Date of Submission
Rennie, R. W. (2003). School refusal: A case study (Doctoral thesis, Australian Catholic University). Retrieved from https://doi.org/10.4226/66/5a8f4cd1682f6
According to the literature school refusal is a complex disorder. Whilst the condition only occurs in 2% of the general school population, more interestingly the problem accounts for about 8% of clinically referred children (Burke & Silverman, 1987). This study focuses on the school refusal of a young adolescent male. This thesis has examined the degree to which school refusal can be minimised through employing a whole school approach underpinned by effective pastoral care (WSNPC intervention program). The research questions were as follows: To investigate the effects the WSNPC intervention program has on the: minimisation of school refusal; replacement of the mother/figurehead in the mother-child relationship relative to separation anxiety; and improved emotional, social and intellectual wellbeing of the school refuser. The methodology adopted for the study of school refusal regarding a young adolescent male was based on a grounded theory approach and also included a combination of action research and case study methods. Qualitative paradigms measured the degree of the participant's school refusal. A variety of instruments were employed to measure the participant's perceptions of school refusal.
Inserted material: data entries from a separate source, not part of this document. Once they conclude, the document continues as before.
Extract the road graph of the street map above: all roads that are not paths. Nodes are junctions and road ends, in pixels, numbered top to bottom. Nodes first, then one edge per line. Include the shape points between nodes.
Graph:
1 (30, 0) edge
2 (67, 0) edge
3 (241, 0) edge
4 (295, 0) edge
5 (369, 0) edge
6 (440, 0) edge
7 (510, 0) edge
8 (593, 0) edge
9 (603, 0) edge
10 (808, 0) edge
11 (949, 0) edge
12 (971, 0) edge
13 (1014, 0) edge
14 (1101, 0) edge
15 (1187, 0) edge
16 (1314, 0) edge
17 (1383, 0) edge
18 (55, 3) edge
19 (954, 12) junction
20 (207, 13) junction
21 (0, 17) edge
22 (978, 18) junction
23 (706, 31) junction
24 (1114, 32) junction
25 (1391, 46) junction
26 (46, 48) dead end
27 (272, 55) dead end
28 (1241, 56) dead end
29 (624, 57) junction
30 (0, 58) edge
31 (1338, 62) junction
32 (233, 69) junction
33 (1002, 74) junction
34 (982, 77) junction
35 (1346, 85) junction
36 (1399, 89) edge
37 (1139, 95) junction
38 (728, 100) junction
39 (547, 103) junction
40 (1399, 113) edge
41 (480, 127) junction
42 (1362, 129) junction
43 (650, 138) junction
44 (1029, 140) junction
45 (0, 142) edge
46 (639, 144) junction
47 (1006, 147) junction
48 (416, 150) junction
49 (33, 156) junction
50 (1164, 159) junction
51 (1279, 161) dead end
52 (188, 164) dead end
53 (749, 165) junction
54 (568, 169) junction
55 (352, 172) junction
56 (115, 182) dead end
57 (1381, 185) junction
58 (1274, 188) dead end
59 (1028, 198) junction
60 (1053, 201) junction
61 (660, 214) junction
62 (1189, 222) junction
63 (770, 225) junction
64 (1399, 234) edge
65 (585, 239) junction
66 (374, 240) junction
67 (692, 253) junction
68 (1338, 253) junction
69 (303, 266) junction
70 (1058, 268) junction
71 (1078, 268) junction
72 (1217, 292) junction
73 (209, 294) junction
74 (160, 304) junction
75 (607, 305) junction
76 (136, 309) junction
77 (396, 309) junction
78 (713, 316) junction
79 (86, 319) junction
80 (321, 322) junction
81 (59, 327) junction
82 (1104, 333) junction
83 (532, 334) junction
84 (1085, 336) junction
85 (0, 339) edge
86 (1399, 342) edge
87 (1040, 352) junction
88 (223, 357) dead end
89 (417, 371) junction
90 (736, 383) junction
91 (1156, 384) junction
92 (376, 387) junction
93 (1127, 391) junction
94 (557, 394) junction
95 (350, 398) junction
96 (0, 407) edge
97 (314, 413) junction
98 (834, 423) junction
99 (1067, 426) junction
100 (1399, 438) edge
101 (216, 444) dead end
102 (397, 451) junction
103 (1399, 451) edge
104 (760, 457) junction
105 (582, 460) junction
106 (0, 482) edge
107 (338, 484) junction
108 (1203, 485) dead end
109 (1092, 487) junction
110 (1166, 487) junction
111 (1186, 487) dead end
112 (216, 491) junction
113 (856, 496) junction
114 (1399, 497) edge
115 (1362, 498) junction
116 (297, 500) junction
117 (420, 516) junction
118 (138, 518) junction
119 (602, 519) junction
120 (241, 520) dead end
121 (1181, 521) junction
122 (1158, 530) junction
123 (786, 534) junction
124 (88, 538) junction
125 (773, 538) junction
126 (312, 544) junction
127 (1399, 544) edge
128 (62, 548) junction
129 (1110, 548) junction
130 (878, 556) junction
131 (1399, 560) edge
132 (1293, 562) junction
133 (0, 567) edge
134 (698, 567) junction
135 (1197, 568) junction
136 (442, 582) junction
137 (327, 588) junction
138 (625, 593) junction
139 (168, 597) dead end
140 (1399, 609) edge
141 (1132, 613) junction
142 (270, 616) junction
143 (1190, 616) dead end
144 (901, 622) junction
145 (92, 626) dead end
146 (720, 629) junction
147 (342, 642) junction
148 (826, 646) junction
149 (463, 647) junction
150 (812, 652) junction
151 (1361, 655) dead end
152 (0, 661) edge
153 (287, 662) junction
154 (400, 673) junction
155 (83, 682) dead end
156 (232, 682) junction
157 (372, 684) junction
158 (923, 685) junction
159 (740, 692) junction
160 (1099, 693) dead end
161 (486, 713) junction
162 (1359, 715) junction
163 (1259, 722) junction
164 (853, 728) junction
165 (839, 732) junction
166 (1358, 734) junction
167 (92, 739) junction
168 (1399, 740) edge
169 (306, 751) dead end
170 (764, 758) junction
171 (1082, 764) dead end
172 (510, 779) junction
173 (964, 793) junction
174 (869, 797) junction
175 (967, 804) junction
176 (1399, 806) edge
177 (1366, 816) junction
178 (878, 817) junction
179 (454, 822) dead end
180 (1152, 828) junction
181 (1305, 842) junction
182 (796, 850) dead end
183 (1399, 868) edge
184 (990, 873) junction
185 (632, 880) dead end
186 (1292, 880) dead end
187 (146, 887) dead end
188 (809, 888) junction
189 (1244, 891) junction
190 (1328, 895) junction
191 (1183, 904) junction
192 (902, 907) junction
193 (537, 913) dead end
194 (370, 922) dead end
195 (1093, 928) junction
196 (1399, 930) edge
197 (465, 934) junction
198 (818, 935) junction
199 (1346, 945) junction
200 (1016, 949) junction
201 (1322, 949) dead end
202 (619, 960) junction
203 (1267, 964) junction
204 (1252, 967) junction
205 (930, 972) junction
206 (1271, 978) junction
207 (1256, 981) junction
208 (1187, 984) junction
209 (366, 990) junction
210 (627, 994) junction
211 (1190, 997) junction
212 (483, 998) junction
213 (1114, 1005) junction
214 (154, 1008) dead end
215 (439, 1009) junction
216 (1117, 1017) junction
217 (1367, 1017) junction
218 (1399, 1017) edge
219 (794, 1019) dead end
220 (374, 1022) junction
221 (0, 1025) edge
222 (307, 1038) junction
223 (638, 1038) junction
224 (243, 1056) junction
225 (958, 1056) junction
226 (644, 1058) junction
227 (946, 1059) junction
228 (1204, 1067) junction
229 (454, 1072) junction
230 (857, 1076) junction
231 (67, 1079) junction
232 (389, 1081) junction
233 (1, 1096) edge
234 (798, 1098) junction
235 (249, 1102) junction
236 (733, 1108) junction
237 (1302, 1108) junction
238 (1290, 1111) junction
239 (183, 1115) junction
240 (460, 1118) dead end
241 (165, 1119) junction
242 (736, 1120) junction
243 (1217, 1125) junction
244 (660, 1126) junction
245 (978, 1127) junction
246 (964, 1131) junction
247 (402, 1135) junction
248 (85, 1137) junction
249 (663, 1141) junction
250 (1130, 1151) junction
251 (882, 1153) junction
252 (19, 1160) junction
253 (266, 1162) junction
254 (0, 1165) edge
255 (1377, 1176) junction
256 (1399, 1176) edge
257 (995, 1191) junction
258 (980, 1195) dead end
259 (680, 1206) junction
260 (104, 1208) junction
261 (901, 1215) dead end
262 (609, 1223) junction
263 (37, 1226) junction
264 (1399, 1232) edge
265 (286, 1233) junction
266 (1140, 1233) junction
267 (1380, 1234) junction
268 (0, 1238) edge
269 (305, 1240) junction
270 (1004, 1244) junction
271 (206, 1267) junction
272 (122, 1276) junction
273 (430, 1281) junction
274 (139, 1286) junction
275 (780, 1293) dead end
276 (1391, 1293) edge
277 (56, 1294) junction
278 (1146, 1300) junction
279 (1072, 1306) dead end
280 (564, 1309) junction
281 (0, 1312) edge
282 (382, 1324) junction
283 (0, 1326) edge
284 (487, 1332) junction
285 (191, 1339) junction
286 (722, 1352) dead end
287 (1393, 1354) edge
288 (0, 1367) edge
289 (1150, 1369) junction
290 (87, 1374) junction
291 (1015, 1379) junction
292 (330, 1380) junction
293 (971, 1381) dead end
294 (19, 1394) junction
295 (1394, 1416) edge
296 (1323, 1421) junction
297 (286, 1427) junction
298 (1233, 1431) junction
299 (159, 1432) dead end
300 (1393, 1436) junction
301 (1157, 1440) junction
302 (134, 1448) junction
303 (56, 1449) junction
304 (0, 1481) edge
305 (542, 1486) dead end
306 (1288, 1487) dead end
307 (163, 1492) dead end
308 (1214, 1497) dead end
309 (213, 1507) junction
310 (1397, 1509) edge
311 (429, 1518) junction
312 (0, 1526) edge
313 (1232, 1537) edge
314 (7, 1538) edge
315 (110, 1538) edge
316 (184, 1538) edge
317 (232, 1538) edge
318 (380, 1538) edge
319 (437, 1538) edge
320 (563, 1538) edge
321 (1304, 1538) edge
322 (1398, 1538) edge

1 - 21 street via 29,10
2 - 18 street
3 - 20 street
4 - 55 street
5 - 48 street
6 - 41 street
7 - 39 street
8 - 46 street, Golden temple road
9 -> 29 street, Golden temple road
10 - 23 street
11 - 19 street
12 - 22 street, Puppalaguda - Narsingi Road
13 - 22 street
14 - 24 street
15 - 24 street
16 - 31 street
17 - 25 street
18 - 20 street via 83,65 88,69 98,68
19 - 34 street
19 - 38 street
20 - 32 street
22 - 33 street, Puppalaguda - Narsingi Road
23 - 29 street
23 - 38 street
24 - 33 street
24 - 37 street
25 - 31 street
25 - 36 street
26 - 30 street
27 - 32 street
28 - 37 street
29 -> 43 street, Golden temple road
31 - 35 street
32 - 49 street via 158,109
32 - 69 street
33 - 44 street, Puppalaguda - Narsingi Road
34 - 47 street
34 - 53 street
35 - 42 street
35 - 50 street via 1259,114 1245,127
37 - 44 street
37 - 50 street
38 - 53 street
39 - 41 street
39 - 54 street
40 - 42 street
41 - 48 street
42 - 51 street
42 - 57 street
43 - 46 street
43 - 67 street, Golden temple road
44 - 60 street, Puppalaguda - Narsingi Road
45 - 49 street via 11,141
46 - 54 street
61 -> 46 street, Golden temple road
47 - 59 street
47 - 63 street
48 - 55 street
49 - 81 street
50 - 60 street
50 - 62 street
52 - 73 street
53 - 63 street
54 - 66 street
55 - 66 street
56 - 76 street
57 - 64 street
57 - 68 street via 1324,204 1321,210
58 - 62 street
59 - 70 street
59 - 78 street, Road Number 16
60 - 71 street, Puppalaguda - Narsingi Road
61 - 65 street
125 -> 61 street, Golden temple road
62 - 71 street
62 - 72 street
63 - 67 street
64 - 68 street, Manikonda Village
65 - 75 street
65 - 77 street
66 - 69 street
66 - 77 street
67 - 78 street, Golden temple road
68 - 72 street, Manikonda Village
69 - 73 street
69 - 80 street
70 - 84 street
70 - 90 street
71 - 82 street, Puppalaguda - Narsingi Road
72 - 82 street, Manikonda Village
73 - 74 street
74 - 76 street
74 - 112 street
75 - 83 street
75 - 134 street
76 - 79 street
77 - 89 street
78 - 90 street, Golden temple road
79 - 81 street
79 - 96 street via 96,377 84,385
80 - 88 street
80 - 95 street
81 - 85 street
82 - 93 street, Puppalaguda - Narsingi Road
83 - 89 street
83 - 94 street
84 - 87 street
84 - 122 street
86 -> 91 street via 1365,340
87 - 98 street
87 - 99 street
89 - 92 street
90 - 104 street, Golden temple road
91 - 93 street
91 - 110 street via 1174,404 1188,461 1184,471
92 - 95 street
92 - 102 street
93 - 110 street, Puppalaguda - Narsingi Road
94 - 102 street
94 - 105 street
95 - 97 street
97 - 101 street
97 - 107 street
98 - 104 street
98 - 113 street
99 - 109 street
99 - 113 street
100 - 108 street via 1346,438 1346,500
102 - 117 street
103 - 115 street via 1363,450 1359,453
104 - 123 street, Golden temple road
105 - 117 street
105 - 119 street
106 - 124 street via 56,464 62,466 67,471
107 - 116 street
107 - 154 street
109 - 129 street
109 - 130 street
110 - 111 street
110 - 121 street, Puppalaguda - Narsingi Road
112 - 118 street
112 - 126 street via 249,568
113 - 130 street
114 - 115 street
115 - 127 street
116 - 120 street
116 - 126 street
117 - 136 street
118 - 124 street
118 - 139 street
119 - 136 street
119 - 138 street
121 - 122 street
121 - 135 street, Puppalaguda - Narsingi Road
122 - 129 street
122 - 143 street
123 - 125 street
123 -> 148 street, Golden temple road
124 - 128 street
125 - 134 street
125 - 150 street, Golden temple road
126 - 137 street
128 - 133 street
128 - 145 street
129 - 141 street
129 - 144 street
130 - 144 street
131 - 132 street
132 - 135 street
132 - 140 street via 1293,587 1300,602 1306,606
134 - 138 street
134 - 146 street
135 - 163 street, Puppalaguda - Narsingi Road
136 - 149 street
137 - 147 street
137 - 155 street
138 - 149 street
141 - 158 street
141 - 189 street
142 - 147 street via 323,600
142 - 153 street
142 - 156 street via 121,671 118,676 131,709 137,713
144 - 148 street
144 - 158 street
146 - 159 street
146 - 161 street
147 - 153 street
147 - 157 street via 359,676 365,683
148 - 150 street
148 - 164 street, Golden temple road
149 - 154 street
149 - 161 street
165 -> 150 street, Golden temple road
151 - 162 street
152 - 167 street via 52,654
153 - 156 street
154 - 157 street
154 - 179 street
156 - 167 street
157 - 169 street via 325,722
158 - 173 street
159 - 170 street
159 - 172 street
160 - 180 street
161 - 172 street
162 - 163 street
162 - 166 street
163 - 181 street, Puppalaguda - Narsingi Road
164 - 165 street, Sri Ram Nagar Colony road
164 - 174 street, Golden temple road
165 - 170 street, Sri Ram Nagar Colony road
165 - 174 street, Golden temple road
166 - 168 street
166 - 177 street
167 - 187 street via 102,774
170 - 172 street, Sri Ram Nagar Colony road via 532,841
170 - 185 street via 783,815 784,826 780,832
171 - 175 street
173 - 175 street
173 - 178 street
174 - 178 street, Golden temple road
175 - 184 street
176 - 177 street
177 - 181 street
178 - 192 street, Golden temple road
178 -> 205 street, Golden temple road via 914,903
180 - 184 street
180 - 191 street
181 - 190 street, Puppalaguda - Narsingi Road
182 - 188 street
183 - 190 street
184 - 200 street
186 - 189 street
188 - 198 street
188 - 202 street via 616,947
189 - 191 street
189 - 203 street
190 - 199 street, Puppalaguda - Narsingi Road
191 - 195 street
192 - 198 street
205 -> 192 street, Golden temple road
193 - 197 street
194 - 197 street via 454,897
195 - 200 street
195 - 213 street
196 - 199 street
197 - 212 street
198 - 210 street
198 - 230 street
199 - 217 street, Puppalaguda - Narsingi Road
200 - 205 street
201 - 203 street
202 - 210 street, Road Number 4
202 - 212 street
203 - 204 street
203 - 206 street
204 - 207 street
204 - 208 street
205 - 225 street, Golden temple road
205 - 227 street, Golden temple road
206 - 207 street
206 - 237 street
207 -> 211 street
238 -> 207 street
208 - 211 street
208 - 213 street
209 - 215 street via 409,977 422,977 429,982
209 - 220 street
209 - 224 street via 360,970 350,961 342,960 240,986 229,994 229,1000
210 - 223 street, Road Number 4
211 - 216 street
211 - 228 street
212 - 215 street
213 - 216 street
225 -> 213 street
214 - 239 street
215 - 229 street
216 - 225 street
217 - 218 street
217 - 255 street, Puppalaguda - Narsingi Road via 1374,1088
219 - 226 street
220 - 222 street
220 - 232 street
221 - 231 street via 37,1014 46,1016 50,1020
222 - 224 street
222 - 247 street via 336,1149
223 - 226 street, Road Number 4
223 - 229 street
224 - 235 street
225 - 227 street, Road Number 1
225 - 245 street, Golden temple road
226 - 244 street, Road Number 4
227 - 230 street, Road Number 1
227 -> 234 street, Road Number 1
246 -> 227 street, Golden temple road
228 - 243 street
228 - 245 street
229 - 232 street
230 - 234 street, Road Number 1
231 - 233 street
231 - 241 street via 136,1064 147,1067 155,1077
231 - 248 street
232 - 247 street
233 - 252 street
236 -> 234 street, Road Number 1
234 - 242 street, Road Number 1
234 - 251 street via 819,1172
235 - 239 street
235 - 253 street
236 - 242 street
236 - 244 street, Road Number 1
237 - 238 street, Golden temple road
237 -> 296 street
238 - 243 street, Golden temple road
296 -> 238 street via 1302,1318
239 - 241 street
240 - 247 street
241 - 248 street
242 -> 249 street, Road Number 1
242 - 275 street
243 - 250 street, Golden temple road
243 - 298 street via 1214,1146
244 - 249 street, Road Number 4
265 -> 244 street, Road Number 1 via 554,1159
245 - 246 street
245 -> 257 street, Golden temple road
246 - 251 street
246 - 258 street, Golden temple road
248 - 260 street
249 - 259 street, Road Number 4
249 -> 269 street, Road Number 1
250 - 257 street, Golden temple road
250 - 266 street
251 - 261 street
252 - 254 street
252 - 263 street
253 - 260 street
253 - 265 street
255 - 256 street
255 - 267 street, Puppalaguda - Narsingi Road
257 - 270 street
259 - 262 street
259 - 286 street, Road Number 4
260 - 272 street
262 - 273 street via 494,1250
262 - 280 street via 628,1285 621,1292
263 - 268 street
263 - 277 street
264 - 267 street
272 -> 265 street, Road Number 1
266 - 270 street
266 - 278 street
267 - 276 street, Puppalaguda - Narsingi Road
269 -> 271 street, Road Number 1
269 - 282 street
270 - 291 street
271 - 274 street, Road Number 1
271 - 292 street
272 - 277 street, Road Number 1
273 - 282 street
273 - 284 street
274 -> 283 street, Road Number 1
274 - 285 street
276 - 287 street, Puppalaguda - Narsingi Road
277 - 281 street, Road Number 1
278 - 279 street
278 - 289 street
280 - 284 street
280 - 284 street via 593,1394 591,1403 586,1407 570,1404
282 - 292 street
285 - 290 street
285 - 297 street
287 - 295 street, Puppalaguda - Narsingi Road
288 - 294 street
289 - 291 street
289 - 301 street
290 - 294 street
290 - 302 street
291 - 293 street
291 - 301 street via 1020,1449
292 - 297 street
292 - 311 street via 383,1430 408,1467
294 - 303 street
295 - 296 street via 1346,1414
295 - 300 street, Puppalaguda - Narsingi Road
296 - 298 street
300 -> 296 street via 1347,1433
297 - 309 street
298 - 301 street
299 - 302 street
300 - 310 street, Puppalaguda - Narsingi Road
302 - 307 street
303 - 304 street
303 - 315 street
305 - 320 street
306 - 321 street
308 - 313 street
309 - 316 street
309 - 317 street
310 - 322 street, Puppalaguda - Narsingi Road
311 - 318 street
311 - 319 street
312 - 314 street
The implementation of multiple strategies were based upon data collected and evaluated, both as a result of intentional efforts, or as an unintentional by-product of the study with the expressed aim of maximising the participant's school attendance. The evidence presented in this study indicates the strategies employed via the WSA/PC intervention program were helpful in improving the participant's attendance at school. The results give an insight into the level of comprehension for the sample of school refusal and its response in terms of understanding the reasons for such thinking. The limitations of single case methodology are acknowledged in the study and suggestions for further research discussed.